Die CDU-Fraktion erwartet, dass diese Mängel umgehend beseitigt werden. Die offen gebliebenen Fragen werden wir im Rahmen der nächsten Rechtsausschusssitzung erneut aufrufen. Wenn ein junger Mensch in staatlicher Obhut sein Leben verliert, muss die Landesregierung Ursachenforschung betreiben und im Parlament lückenlos für Aufklärung sorgen.
 
Die Landesregierung versagt bei schulischer Inklusion total
 
Das Land lässt seine Lehrerinnen und Lehrer bei der Inklusion sträflich im Stich. Das hat die von der Lehrergewerkschaft „Verband Bildung und Erziehung“ (VBE) veröffentlichte Forsa-Befragung zur schulischen Inklusion offenbart. Zurecht stellen sie der Schulministerin ein miserables Zeugnis aus. Denn Inklusion der Marke Löhrmann ist chaotisch organisiert. Sie hat bis heute die Voraussetzungen nicht geschaffen, damit Inklusion gelingen kann. Nach zwei Jahren schulischer Inklusion durch Rot-Grün passt absolut nichts zusammen. Die Leidtragenden dieses totalen Versagens sind die Schülerinnen und Schüler in Nordrhein-Westfalen.
Die Mängelliste aus der Umfrage ist lang: Die personelle Ausstattung ist katastrophal. Auch die Fortbildungen werden als mangelhaft beurteilt. Die Klassengrößen werden trotz gemeinsamen Unterrichts von Kindern mit und ohne Behinderung nicht verringert.
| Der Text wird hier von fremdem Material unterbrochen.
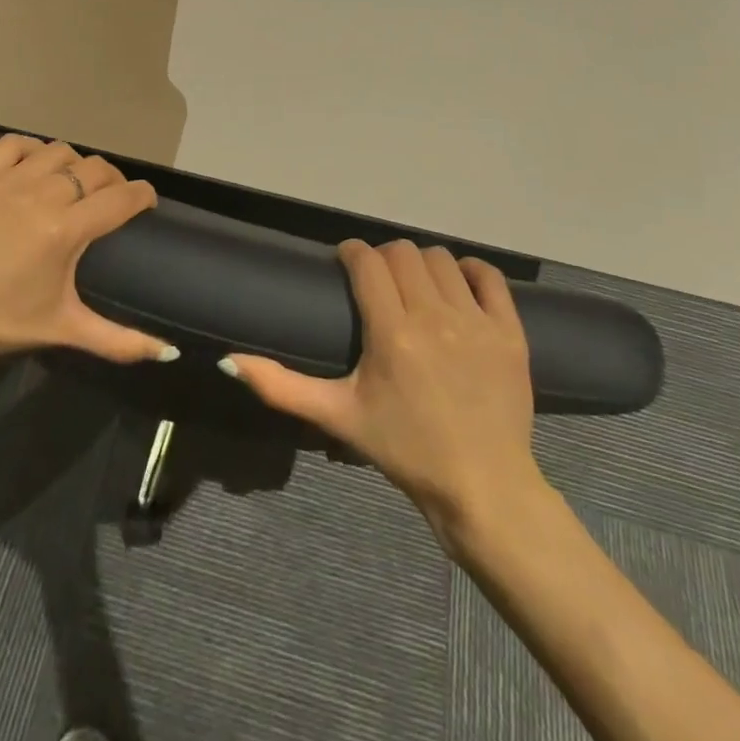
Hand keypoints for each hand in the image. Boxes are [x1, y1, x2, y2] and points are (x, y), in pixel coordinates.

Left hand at [0, 134, 168, 374]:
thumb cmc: (0, 324)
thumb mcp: (64, 329)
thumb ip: (120, 340)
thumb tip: (170, 352)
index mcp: (66, 230)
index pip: (122, 197)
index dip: (142, 195)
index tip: (146, 203)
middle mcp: (41, 195)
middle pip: (94, 168)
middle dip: (113, 180)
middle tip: (110, 199)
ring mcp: (5, 181)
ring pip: (58, 150)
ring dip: (73, 164)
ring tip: (71, 184)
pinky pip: (13, 144)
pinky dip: (31, 150)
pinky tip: (33, 167)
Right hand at [224, 239, 544, 548]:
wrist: (482, 488)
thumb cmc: (404, 449)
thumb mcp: (338, 418)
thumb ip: (281, 387)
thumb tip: (229, 361)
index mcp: (391, 333)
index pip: (367, 261)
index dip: (352, 253)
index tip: (345, 263)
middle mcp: (434, 316)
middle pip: (402, 253)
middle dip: (384, 258)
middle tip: (378, 282)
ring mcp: (477, 322)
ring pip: (442, 259)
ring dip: (422, 264)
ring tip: (415, 287)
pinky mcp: (510, 333)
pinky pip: (489, 277)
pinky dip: (471, 272)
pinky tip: (457, 288)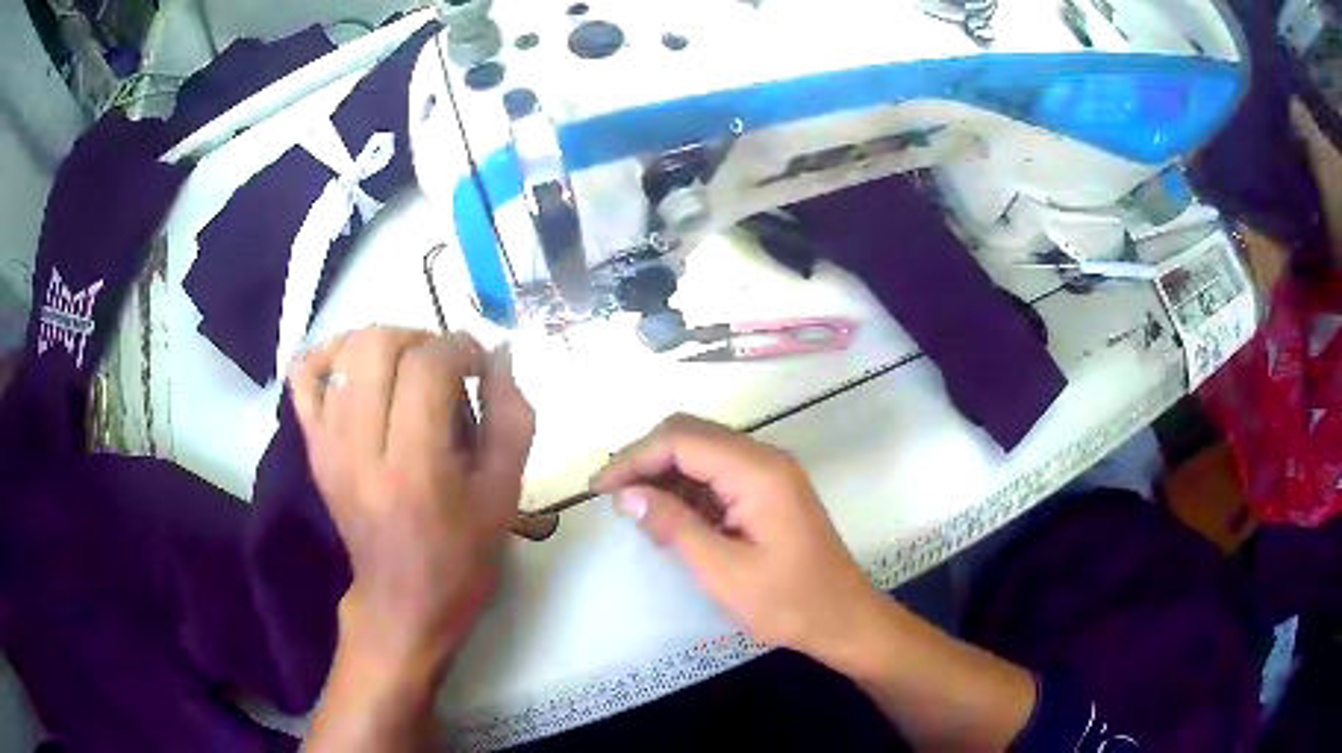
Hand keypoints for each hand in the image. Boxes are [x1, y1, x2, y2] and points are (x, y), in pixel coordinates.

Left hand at [289, 327, 534, 678]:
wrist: (401, 600)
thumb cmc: (461, 555)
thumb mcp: (504, 493)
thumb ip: (511, 416)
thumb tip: (499, 353)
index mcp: (415, 468)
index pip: (428, 367)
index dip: (462, 348)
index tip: (481, 365)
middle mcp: (360, 448)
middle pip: (378, 345)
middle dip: (421, 339)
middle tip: (446, 368)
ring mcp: (327, 444)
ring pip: (344, 351)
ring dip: (385, 343)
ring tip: (409, 370)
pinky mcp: (312, 447)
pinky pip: (304, 376)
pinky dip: (330, 355)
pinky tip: (358, 368)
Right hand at [592, 415, 878, 667]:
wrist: (844, 618)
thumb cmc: (788, 602)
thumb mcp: (724, 572)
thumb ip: (675, 527)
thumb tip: (627, 495)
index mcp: (758, 472)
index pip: (681, 440)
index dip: (634, 457)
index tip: (599, 487)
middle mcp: (765, 459)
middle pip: (692, 435)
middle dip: (646, 459)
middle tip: (613, 495)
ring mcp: (770, 473)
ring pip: (703, 451)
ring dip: (665, 472)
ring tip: (633, 507)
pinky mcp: (770, 490)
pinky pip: (719, 473)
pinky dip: (688, 487)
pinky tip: (669, 514)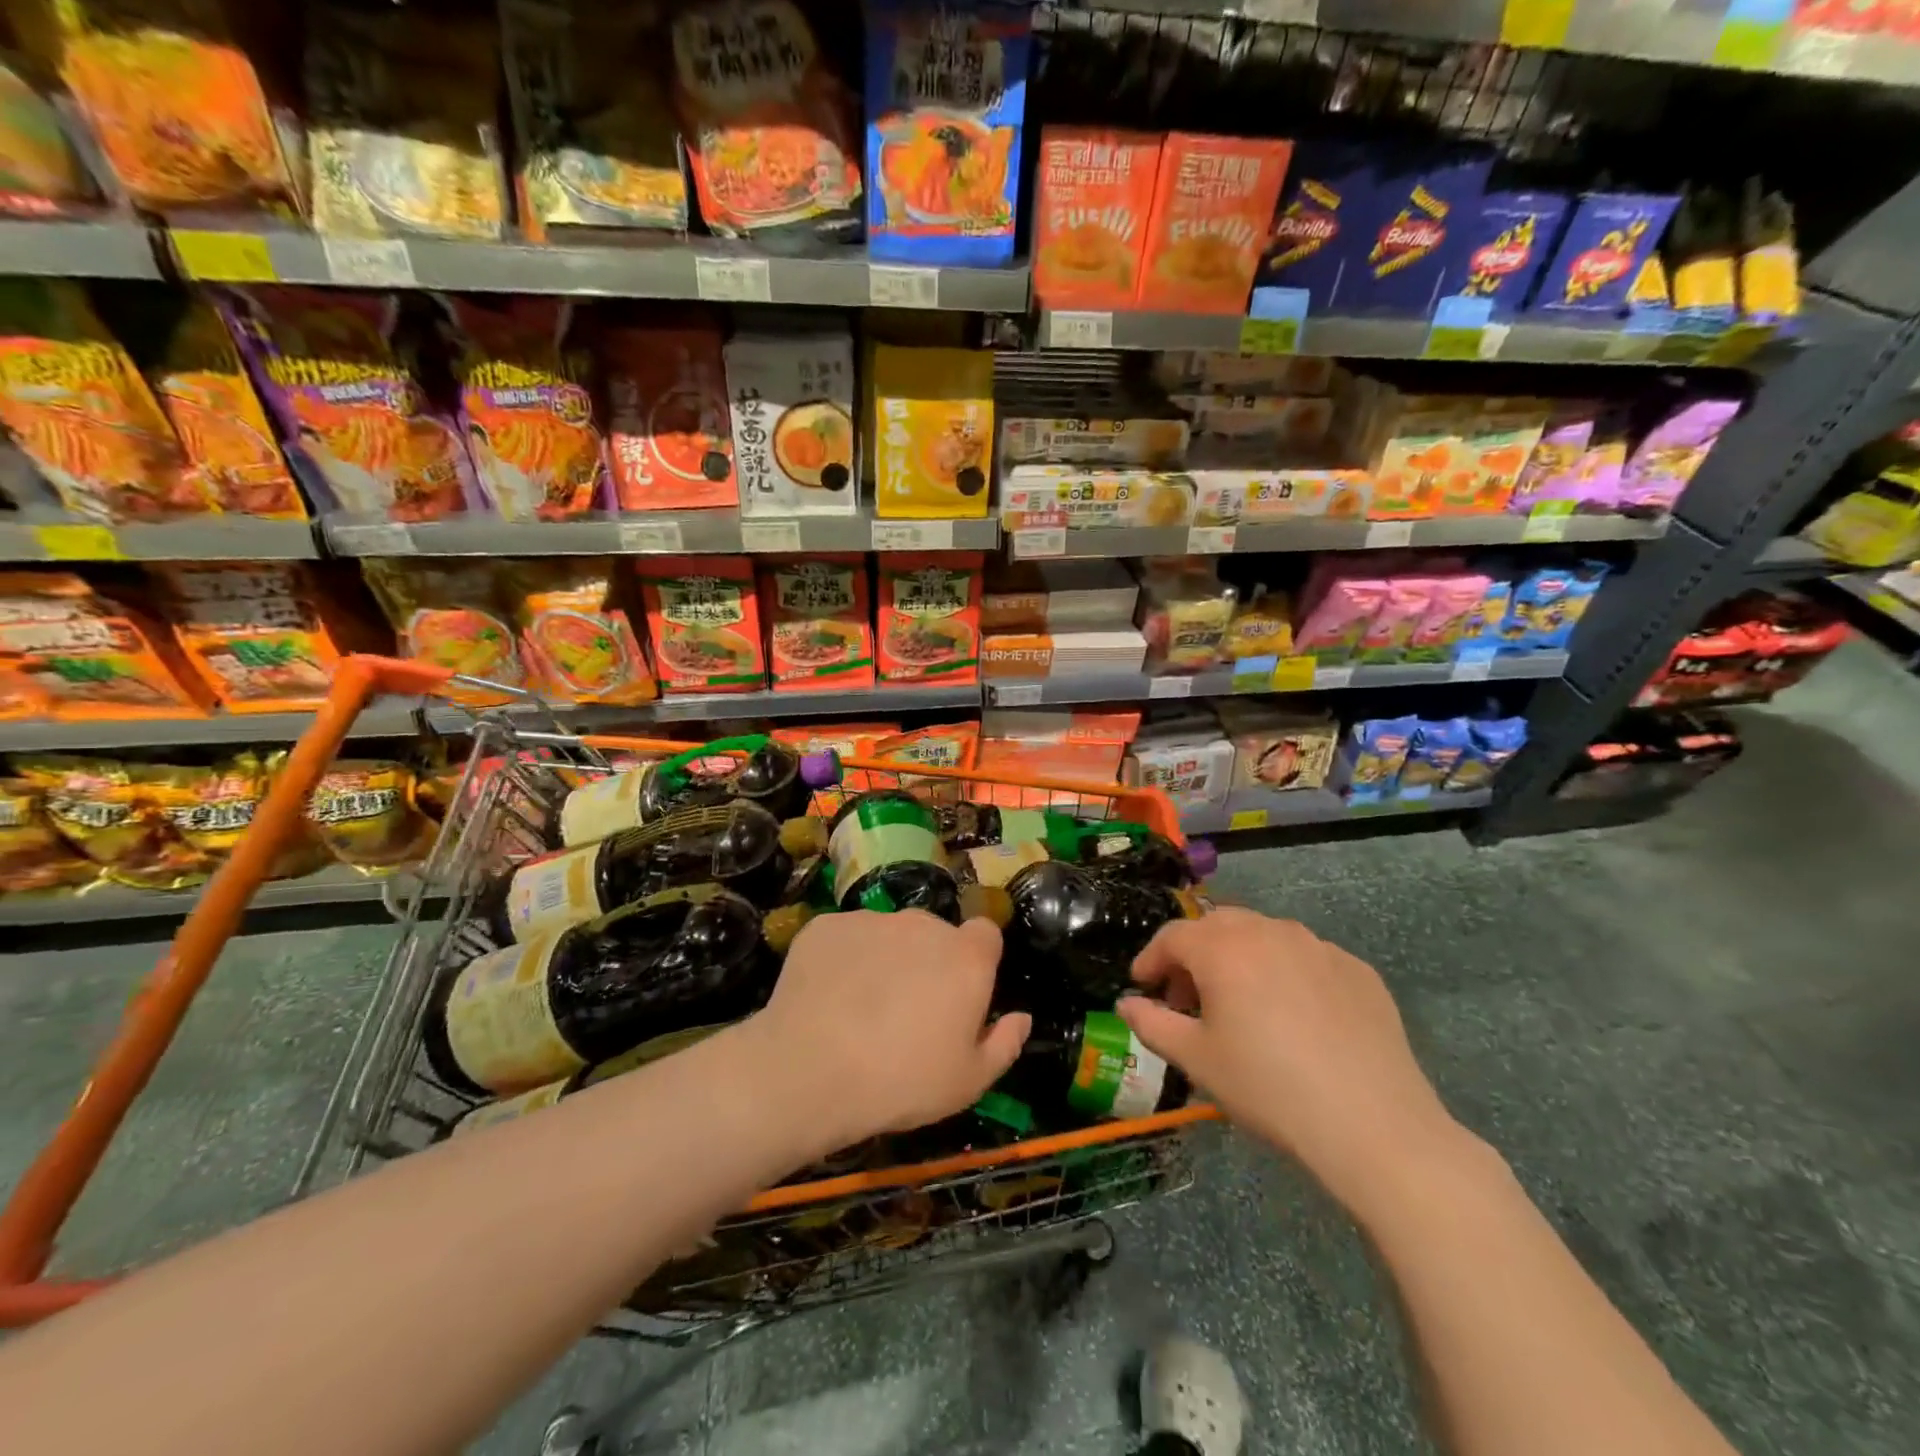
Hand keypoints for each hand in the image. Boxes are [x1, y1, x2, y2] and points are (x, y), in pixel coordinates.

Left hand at [747, 910, 1030, 1156]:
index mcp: (965, 957)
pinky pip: (844, 938)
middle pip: (934, 933)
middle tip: (907, 1010)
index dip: (977, 961)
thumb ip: (1004, 1044)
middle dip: (928, 961)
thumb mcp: (968, 1082)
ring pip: (887, 934)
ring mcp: (871, 920)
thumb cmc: (902, 1082)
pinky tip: (826, 998)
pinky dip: (841, 960)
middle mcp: (922, 924)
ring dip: (884, 958)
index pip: (985, 935)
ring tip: (859, 1007)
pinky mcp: (826, 926)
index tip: (961, 993)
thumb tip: (1022, 1018)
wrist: (810, 1071)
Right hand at [1117, 907, 1465, 1217]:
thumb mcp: (1197, 1060)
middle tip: (1188, 998)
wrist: (1374, 1126)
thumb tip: (1125, 1004)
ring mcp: (1319, 946)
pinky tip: (1294, 1017)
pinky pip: (1306, 957)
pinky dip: (1285, 973)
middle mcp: (1269, 931)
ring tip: (1241, 1004)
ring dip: (1239, 958)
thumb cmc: (1269, 1088)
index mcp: (1224, 948)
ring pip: (1263, 936)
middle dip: (1193, 954)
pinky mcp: (1357, 969)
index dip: (1150, 959)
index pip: (1172, 936)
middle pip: (1217, 926)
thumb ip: (1152, 1024)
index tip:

Dieser untragbare Zustand muss sich dringend ändern. Frau Löhrmann muss endlich einsehen, dass ihr wohlfeiles Gerede über den beschwerlichen Weg zur Inklusion den Betroffenen nicht hilft, sondern vielmehr Inklusion verhindert. Auch hier redet die Landesregierung viel, handelt aber nicht. Wie der Vergleich der Umfrage mit der vom Vorjahr zeigt, hat sich überhaupt nichts zum Besseren verändert. Unter der Regierung Kraft werden die Kinder in Nordrhein-Westfalen zu Verlierern.